Open tmarkson opened this issue 3 years ago • 8 comments

Whatsup @syssi I was trying your code via ESPhome and managed to brick my JKBMS 8s20p model. Now the buzzer beeps repeatedly and connecting to bluetooth doesn't show any battery info.

I have another one in hand as of Jan 16 so I'm sticking to software UART, still trying your code.

I used an ESP32 on the hardware UART. The first time with that connected, I used OTA to send the changed firmware. After the short waiting period for the OTA firmware to move from flash to program memory, it bricked. The fast beeping started and I was unable to revive the BMS.

That was after a soft reset by the ESP to initialize the new firmware.

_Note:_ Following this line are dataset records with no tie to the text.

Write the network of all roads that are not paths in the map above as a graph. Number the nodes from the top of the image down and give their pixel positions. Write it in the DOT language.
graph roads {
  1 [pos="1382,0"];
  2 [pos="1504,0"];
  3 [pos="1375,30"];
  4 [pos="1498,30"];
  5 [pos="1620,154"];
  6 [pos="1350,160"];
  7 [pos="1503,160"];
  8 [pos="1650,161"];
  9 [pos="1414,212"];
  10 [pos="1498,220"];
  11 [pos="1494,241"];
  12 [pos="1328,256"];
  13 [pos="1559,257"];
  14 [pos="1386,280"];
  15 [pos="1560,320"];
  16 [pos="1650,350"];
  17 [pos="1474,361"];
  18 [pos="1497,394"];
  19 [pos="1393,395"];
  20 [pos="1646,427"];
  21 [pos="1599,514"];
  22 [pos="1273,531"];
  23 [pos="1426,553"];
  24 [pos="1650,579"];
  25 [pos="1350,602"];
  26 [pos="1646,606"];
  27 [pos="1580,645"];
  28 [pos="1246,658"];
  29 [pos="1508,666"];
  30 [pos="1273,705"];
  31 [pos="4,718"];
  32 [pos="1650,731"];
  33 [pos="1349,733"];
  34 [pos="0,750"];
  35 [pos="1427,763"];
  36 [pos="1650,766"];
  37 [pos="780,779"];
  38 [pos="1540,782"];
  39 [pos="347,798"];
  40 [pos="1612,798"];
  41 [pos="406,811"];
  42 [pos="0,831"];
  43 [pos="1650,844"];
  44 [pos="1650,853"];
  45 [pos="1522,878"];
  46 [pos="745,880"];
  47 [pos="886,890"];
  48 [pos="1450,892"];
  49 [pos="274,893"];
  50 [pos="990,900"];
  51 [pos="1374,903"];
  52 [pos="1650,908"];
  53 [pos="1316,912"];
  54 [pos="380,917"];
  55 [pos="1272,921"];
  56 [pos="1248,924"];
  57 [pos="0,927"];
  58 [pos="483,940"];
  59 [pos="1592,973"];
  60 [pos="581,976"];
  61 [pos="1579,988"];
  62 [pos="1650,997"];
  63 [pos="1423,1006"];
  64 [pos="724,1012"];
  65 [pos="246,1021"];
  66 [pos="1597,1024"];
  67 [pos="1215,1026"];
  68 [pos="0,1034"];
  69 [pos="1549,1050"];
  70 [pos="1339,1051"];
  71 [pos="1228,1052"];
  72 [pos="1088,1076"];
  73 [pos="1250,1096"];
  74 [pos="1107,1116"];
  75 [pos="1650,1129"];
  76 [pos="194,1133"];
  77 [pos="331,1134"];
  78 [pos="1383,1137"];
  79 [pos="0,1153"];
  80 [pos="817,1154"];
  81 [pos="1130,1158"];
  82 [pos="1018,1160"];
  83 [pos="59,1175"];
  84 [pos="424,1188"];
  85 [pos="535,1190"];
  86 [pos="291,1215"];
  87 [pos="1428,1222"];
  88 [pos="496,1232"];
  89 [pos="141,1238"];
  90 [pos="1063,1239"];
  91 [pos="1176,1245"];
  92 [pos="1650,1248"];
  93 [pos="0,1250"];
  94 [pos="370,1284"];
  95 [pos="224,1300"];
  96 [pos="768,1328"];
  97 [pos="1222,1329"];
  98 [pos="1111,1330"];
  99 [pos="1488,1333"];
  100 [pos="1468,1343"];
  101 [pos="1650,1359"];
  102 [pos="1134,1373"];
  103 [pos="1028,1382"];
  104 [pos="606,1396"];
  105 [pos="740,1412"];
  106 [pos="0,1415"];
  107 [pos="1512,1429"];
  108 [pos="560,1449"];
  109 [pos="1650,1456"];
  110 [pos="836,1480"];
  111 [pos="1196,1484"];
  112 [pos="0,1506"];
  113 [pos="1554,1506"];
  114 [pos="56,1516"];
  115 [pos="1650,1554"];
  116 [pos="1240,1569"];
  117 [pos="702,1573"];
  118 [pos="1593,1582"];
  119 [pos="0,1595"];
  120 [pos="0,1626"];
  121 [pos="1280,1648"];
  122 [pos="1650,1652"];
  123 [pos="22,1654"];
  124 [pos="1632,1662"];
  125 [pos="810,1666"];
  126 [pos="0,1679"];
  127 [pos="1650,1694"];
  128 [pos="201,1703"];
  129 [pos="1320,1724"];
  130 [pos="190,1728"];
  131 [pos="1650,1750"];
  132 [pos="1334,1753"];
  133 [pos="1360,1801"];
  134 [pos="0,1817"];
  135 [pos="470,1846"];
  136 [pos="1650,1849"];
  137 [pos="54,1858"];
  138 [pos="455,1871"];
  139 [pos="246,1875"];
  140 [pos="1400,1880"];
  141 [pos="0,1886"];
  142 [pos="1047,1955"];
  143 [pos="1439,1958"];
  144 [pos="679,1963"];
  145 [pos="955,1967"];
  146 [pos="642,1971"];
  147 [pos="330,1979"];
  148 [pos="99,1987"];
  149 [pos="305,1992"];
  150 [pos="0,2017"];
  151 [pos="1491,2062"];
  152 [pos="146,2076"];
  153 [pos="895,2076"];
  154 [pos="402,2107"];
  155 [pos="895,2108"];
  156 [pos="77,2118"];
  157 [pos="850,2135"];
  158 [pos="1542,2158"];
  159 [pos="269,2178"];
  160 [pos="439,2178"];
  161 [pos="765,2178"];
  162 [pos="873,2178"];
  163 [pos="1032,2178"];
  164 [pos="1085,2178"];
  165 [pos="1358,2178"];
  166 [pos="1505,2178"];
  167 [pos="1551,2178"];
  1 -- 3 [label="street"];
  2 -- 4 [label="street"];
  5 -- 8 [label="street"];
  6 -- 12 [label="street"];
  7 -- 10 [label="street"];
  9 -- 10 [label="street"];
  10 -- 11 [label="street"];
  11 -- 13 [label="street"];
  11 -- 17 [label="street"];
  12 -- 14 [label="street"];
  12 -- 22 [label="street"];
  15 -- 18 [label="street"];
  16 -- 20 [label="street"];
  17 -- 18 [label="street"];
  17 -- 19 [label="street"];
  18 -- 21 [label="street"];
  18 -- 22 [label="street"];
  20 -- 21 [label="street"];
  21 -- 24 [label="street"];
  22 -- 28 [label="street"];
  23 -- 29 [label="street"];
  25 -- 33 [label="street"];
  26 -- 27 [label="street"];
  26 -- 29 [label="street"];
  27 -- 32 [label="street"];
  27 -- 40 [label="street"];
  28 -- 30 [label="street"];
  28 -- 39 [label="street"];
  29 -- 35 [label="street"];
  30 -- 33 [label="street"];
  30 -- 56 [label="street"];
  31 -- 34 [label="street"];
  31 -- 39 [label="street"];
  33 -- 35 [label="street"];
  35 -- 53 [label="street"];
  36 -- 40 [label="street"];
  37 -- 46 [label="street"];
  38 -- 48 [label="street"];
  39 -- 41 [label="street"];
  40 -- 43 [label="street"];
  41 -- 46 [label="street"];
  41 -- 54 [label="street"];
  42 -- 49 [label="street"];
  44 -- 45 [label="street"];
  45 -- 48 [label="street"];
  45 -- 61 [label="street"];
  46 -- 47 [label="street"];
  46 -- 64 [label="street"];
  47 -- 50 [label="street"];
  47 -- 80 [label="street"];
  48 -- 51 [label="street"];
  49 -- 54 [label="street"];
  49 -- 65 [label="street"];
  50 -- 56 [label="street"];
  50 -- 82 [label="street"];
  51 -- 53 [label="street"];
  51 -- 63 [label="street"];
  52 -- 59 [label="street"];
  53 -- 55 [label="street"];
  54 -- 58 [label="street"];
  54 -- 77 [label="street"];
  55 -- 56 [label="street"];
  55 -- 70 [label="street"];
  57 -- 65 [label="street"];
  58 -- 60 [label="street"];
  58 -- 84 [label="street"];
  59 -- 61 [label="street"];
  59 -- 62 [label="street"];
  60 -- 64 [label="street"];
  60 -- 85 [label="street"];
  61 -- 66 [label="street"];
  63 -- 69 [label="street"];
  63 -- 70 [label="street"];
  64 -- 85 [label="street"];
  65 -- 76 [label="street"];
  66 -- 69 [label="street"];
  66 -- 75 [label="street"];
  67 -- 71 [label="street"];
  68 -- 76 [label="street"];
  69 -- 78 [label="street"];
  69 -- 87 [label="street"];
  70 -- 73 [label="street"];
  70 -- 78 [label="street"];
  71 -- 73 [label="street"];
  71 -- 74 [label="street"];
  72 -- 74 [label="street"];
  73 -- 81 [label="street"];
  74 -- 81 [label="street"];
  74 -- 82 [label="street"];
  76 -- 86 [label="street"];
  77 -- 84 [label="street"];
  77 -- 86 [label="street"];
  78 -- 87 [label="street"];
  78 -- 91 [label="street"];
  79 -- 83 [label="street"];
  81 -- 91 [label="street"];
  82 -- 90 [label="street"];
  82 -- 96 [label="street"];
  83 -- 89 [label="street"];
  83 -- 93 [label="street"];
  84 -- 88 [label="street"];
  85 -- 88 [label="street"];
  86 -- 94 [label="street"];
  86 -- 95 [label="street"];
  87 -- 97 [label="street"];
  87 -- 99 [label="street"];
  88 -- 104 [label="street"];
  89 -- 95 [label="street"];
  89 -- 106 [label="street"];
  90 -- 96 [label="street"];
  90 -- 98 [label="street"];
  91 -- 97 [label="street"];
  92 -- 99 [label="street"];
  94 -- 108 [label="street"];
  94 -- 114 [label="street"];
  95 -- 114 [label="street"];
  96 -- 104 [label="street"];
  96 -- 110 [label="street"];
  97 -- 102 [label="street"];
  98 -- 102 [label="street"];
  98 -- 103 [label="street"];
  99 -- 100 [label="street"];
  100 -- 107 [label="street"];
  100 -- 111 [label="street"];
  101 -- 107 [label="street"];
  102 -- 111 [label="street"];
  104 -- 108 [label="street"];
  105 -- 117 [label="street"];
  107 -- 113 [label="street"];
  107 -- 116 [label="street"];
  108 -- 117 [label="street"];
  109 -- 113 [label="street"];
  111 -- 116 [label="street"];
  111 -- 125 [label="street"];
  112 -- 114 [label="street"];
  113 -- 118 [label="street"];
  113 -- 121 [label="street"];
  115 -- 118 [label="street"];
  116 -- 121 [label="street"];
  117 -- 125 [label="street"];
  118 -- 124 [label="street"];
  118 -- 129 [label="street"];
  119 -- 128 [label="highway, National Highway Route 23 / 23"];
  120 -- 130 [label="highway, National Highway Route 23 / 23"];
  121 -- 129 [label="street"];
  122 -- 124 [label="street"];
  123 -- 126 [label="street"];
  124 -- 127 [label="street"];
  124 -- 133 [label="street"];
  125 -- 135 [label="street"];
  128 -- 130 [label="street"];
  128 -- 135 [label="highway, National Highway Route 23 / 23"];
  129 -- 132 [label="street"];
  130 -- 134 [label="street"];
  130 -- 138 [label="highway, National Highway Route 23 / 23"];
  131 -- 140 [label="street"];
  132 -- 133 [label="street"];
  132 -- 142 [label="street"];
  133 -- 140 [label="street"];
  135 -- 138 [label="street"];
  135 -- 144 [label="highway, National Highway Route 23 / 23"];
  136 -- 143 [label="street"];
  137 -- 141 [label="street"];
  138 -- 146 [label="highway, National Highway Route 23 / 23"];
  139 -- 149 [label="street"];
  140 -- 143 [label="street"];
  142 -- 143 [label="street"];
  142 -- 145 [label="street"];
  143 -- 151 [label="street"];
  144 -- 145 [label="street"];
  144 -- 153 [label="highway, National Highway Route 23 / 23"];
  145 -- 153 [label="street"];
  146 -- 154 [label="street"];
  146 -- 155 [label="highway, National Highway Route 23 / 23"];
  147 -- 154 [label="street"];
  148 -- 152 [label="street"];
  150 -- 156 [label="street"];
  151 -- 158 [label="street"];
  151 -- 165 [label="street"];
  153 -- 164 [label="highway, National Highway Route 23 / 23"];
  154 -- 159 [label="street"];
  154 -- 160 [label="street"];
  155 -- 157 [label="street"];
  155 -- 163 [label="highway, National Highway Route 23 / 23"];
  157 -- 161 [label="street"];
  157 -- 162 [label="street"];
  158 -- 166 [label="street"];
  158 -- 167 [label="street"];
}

My guess is there is some UART data sent during boot that caused a bad state to the BMS.

Here is my config that did the deed. ...

### esp32-jkbms-bridge.yaml
# ESP32 dev board connected to JK-BMS via hardware UART, pins IO1 and IO3.
#
# Included project: https://github.com/syssi/esphome-jk-bms
# Target hardware is JK-B2A8S20P

substitutions:
  devicename: "esp32-jkbms-bridge"
  deviceid: "esp32_jkbms_bridge"

esphome:
  name: "${devicename}"
  platform: ESP32
  board: nodemcu-32s

external_components:
  - source: github://syssi/esphome-jk-bms@main
    refresh: 0s

wifi:
  ssid: !secret ssid_home
  password: !secret pass_home
  fast_connect: true

ota:
logger:
  baud_rate: 0
  level: DEBUG

api:

uart:
  id: uart0
  baud_rate: 115200
  rx_buffer_size: 384
  tx_pin: TX
  rx_pin: RX

jk_modbus:
  id: modbus0
  uart_id: uart0

jk_bms:
  id: bms0
  jk_modbus_id: modbus0

sensor:
  - platform: jk_bms
    min_cell_voltage:
      name: "${devicename} min cell voltage"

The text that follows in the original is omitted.